**Task to carry out**
Every record must be copied exactly, from first line to last.

+ + + +

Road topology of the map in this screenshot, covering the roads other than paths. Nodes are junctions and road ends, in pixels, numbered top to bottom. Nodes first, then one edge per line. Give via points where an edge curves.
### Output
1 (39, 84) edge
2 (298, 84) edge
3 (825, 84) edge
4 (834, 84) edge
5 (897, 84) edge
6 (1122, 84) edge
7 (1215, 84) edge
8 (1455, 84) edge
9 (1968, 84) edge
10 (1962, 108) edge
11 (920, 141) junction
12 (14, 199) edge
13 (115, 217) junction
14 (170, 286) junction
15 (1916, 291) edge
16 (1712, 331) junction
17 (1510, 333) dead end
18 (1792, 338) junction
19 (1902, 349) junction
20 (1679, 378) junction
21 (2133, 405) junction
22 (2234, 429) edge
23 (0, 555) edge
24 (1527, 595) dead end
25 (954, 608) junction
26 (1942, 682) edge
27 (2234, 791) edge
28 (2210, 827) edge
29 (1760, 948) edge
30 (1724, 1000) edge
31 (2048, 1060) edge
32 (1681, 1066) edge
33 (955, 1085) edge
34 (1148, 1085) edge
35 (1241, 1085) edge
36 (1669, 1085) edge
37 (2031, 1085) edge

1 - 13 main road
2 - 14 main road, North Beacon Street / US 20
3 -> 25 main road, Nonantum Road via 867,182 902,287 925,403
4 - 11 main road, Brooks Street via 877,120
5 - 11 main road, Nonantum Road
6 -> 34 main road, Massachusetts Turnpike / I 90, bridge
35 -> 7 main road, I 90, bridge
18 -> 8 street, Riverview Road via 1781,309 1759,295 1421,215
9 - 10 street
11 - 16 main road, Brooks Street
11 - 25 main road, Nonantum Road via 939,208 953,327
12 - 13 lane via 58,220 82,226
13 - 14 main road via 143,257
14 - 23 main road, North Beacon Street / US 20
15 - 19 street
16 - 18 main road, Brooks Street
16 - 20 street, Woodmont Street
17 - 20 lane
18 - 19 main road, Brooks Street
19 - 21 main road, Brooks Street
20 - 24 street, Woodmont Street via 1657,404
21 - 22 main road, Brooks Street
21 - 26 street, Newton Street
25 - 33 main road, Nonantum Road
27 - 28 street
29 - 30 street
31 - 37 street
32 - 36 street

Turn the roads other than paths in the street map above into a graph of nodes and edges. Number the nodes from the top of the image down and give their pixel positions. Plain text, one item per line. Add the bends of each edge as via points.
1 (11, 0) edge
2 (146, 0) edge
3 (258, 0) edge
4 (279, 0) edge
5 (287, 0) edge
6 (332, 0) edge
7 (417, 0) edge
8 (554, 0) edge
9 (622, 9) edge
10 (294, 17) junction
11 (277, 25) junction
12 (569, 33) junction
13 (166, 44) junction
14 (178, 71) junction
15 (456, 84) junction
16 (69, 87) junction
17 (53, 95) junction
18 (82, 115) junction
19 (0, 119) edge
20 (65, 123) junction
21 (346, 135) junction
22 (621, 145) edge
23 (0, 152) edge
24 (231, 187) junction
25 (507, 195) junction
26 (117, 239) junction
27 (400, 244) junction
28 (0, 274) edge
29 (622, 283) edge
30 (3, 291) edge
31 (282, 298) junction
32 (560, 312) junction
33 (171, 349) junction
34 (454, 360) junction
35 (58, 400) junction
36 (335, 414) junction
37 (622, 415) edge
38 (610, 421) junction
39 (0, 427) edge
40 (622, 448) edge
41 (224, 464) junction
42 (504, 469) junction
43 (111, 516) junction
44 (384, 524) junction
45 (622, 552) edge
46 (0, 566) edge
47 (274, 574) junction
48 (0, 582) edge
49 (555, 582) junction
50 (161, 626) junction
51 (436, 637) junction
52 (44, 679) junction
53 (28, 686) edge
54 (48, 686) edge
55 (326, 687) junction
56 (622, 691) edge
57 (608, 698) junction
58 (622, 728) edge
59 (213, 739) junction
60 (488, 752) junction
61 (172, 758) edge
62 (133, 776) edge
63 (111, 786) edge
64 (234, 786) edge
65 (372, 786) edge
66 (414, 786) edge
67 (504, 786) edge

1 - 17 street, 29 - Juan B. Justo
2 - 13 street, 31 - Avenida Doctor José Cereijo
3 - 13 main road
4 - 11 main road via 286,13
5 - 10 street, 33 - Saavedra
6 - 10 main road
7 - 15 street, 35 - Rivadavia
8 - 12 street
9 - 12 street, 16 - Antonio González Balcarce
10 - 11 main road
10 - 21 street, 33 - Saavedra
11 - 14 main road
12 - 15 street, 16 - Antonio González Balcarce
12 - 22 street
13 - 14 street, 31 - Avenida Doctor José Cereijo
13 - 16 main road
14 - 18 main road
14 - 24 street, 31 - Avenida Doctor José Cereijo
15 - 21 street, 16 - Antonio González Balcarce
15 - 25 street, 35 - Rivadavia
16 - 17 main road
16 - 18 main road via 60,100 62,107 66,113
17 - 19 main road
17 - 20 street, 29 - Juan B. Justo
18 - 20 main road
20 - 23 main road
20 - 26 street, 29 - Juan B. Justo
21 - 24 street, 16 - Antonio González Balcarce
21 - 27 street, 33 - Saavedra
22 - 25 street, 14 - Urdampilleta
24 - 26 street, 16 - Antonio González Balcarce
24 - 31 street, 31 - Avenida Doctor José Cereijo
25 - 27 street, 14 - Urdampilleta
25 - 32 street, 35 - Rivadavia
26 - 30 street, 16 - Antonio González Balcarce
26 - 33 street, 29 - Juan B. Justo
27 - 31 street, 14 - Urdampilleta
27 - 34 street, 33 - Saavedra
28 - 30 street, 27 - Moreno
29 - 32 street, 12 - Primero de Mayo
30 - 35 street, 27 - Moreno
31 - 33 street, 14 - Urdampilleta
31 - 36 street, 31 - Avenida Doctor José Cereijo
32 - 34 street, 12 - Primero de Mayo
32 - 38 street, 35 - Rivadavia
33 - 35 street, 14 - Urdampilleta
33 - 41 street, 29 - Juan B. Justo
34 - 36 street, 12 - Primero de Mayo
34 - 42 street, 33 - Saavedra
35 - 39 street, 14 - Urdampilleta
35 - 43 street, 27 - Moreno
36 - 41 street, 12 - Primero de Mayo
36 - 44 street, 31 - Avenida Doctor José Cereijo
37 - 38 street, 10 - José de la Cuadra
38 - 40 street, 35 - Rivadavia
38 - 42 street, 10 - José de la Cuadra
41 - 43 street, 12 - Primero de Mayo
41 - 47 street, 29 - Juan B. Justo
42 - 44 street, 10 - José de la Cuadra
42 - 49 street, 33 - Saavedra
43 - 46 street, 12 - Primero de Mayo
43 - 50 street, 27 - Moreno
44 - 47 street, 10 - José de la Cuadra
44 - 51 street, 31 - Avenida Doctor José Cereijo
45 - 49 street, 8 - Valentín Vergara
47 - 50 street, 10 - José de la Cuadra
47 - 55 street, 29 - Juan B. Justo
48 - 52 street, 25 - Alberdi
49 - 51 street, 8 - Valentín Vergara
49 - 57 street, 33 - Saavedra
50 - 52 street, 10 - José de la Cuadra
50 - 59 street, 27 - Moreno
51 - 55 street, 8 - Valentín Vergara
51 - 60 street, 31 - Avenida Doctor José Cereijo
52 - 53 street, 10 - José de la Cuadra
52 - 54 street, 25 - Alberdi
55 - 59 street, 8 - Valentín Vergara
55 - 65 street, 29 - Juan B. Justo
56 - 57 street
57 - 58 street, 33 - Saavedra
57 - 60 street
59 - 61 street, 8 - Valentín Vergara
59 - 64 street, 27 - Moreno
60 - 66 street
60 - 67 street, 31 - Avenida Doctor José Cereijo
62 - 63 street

+ + + +

**Output below**
Road topology of the map in this screenshot, covering the roads other than paths. Nodes are junctions and road ends, in pixels, numbered top to bottom. Nodes first, then one edge per line. Give via points where an edge curves.
### Output
1 (39, 84) edge
2 (298, 84) edge
3 (825, 84) edge
4 (834, 84) edge
5 (897, 84) edge
6 (1122, 84) edge
7 (1215, 84) edge
8 (1455, 84) edge
9 (1968, 84) edge
10 (1962, 108) edge
11 (920, 141) junction
12 (14, 199) edge
13 (115, 217) junction
14 (170, 286) junction
15 (1916, 291) edge
16 (1712, 331) junction
17 (1510, 333) dead end
18 (1792, 338) junction
19 (1902, 349) junction
20 (1679, 378) junction
21 (2133, 405) junction
22 (2234, 429) edge
23 (0, 555) edge
24 (1527, 595) dead end
25 (954, 608) junction
26 (1942, 682) edge
27 (2234, 791) edge
28 (2210, 827) edge
29 (1760, 948) edge
30 (1724, 1000) edge
31 (2048, 1060) edge
32 (1681, 1066) edge
33 (955, 1085) edge
34 (1148, 1085) edge
35 (1241, 1085) edge
36 (1669, 1085) edge
37 (2031, 1085) edge

1 - 13 main road
2 - 14 main road, North Beacon Street / US 20
3 -> 25 main road, Nonantum Road via 867,182 902,287 925,403
4 - 11 main road, Brooks Street via 877,120
5 - 11 main road, Nonantum Road
6 -> 34 main road, Massachusetts Turnpike / I 90, bridge
35 -> 7 main road, I 90, bridge
18 -> 8 street, Riverview Road via 1781,309 1759,295 1421,215
9 - 10 street
11 - 16 main road, Brooks Street
11 - 25 main road, Nonantum Road via 939,208 953,327
12 - 13 lane via 58,220 82,226
13 - 14 main road via 143,257
14 - 23 main road, North Beacon Street / US 20
15 - 19 street
16 - 18 main road, Brooks Street
16 - 20 street, Woodmont Street
17 - 20 lane
18 - 19 main road, Brooks Street
19 - 21 main road, Brooks Street
20 - 24 street, Woodmont Street via 1657,404
21 - 22 main road, Brooks Street
21 - 26 street, Newton Street
25 - 33 main road, Nonantum Road
27 - 28 street
29 - 30 street
31 - 37 street
32 - 36 street

Turn the roads other than paths in the street map above into a graph of nodes and edges. Number the nodes from the top of the image down and give their pixel positions. Plain text, one item per line. Add the bends of each edge as via points.
1 (11, 0) edge
2 (146, 0) edge
3 (258, 0) edge
4 (279, 0) edge
5 (287, 0) edge
6 (332, 0) edge
7 (417, 0) edge
8 (554, 0) edge
9 (622, 9) edge
10 (294, 17) junction
11 (277, 25) junction
12 (569, 33) junction
13 (166, 44) junction
14 (178, 71) junction
15 (456, 84) junction
16 (69, 87) junction
17 (53, 95) junction
18 (82, 115) junction
19 (0, 119) edge
20 (65, 123) junction
21 (346, 135) junction
22 (621, 145) edge
23 (0, 152) edge
24 (231, 187) junction
25 (507, 195) junction
26 (117, 239) junction
27 (400, 244) junction
28 (0, 274) edge
29 (622, 283) edge
30 (3, 291) edge
31 (282, 298) junction
32 (560, 312) junction
33 (171, 349) junction
34 (454, 360) junction
35 (58, 400) junction
36 (335, 414) junction
37 (622, 415) edge
38 (610, 421) junction
39 (0, 427) edge
40 (622, 448) edge
41 (224, 464) junction
42 (504, 469) junction
43 (111, 516) junction
44 (384, 524) junction
45 (622, 552) edge
46 (0, 566) edge
47 (274, 574) junction
48 (0, 582) edge
49 (555, 582) junction
50 (161, 626) junction
51 (436, 637) junction
52 (44, 679) junction
53 (28, 686) edge
54 (48, 686) edge
55 (326, 687) junction
56 (622, 691) edge
57 (608, 698) junction
58 (622, 728) edge
59 (213, 739) junction
60 (488, 752) junction
61 (172, 758) edge
62 (133, 776) edge
63 (111, 786) edge
64 (234, 786) edge
65 (372, 786) edge
66 (414, 786) edge
67 (504, 786) edge

1 - 17 street, 29 - Juan B. Justo
2 - 13 street, 31 - Avenida Doctor José Cereijo
3 - 13 main road
4 - 11 main road via 286,13
5 - 10 street, 33 - Saavedra
6 - 10 main road
7 - 15 street, 35 - Rivadavia
8 - 12 street
9 - 12 street, 16 - Antonio González Balcarce
10 - 11 main road
10 - 21 street, 33 - Saavedra
11 - 14 main road
12 - 15 street, 16 - Antonio González Balcarce
12 - 22 street
13 - 14 street, 31 - Avenida Doctor José Cereijo
13 - 16 main road
14 - 18 main road
14 - 24 street, 31 - Avenida Doctor José Cereijo
15 - 21 street, 16 - Antonio González Balcarce
15 - 25 street, 35 - Rivadavia
16 - 17 main road
16 - 18 main road via 60,100 62,107 66,113
17 - 19 main road
17 - 20 street, 29 - Juan B. Justo
18 - 20 main road
20 - 23 main road
20 - 26 street, 29 - Juan B. Justo
21 - 24 street, 16 - Antonio González Balcarce
21 - 27 street, 33 - Saavedra
22 - 25 street, 14 - Urdampilleta
24 - 26 street, 16 - Antonio González Balcarce
24 - 31 street, 31 - Avenida Doctor José Cereijo
25 - 27 street, 14 - Urdampilleta
25 - 32 street, 35 - Rivadavia
26 - 30 street, 16 - Antonio González Balcarce
26 - 33 street, 29 - Juan B. Justo
27 - 31 street, 14 - Urdampilleta
27 - 34 street, 33 - Saavedra
28 - 30 street, 27 - Moreno
29 - 32 street, 12 - Primero de Mayo
30 - 35 street, 27 - Moreno
31 - 33 street, 14 - Urdampilleta
31 - 36 street, 31 - Avenida Doctor José Cereijo
32 - 34 street, 12 - Primero de Mayo
32 - 38 street, 35 - Rivadavia
33 - 35 street, 14 - Urdampilleta
33 - 41 street, 29 - Juan B. Justo
34 - 36 street, 12 - Primero de Mayo
34 - 42 street, 33 - Saavedra
35 - 39 street, 14 - Urdampilleta
35 - 43 street, 27 - Moreno
36 - 41 street, 12 - Primero de Mayo
36 - 44 street, 31 - Avenida Doctor José Cereijo
37 - 38 street, 10 - José de la Cuadra
38 - 40 street, 35 - Rivadavia
38 - 42 street, 10 - José de la Cuadra
41 - 43 street, 12 - Primero de Mayo
41 - 47 street, 29 - Juan B. Justo
42 - 44 street, 10 - José de la Cuadra
42 - 49 street, 33 - Saavedra
43 - 46 street, 12 - Primero de Mayo
43 - 50 street, 27 - Moreno
44 - 47 street, 10 - José de la Cuadra
44 - 51 street, 31 - Avenida Doctor José Cereijo
45 - 49 street, 8 - Valentín Vergara
47 - 50 street, 10 - José de la Cuadra
47 - 55 street, 29 - Juan B. Justo
48 - 52 street, 25 - Alberdi
49 - 51 street, 8 - Valentín Vergara
49 - 57 street, 33 - Saavedra
50 - 52 street, 10 - José de la Cuadra
50 - 59 street, 27 - Moreno
51 - 55 street, 8 - Valentín Vergara
51 - 60 street, 31 - Avenida Doctor José Cereijo
52 - 53 street, 10 - José de la Cuadra
52 - 54 street, 25 - Alberdi
55 - 59 street, 8 - Valentín Vergara
55 - 65 street, 29 - Juan B. Justo
56 - 57 street
57 - 58 street, 33 - Saavedra
57 - 60 street
59 - 61 street, 8 - Valentín Vergara
59 - 64 street, 27 - Moreno
60 - 66 street
60 - 67 street, 31 - Avenida Doctor José Cereijo
62 - 63 street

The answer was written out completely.